Stochastic Doubly Robust Gradient
This addresses the issue of handling missing data in machine learning for practitioners dealing with observational datasets, though it appears incremental by adapting existing doubly robust estimators to SGD.
The paper tackles the problem of biased parameter estimation and unfair decision outcomes in machine learning models trained on observational data with systematic missingness dependent on covariates. It proposes the Stochastic Doubly Robust Gradient (SDRG) method, which empirically shows convergence in training image classifiers with missing data examples.

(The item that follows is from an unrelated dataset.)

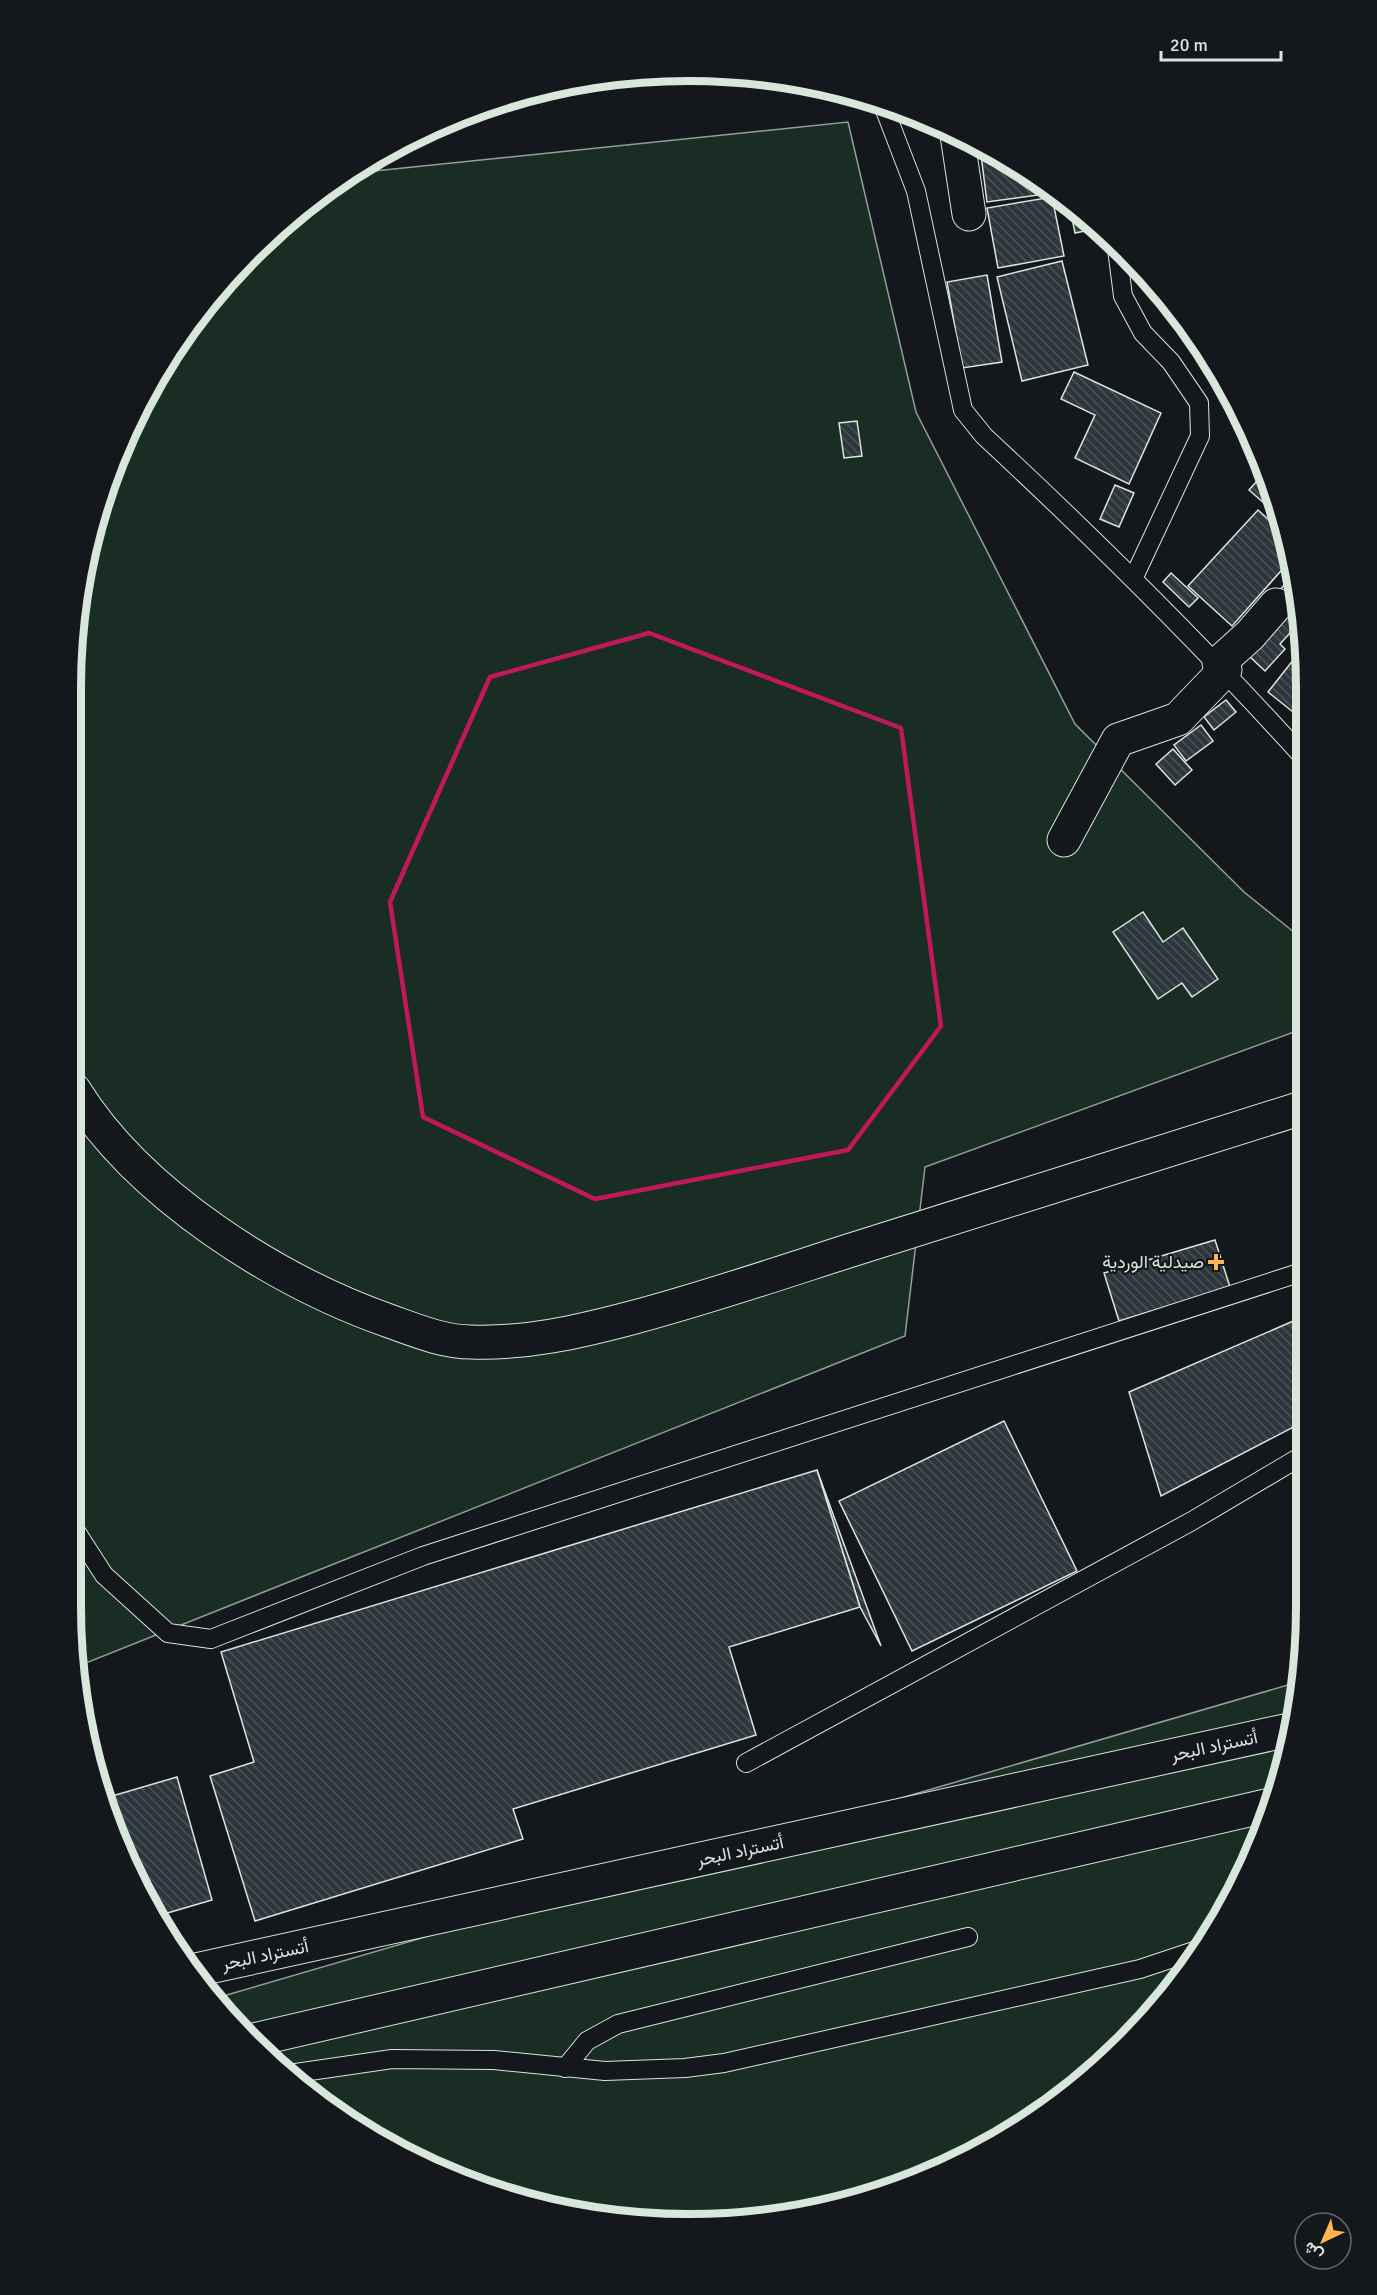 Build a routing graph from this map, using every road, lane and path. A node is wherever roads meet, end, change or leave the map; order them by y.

When training a machine learning model with observational data, it is often encountered that some values are systemically missing. Learning from the incomplete data in which the missingness depends on some covariates may lead to biased estimation of parameters and even harm the fairness of decision outcome. This paper proposes how to adjust the causal effect of covariates on the missingness when training models using stochastic gradient descent (SGD). Inspired by the design of doubly robust estimator and its theoretical property of double robustness, we introduce stochastic doubly robust gradient (SDRG) consisting of two models: weight-corrected gradients for inverse propensity score weighting and per-covariate control variates for regression adjustment. Also, we identify the connection between double robustness and variance reduction in SGD by demonstrating the SDRG algorithm with a unifying framework for variance reduced SGD. The performance of our approach is empirically tested by showing the convergence in training image classifiers with several examples of missing data.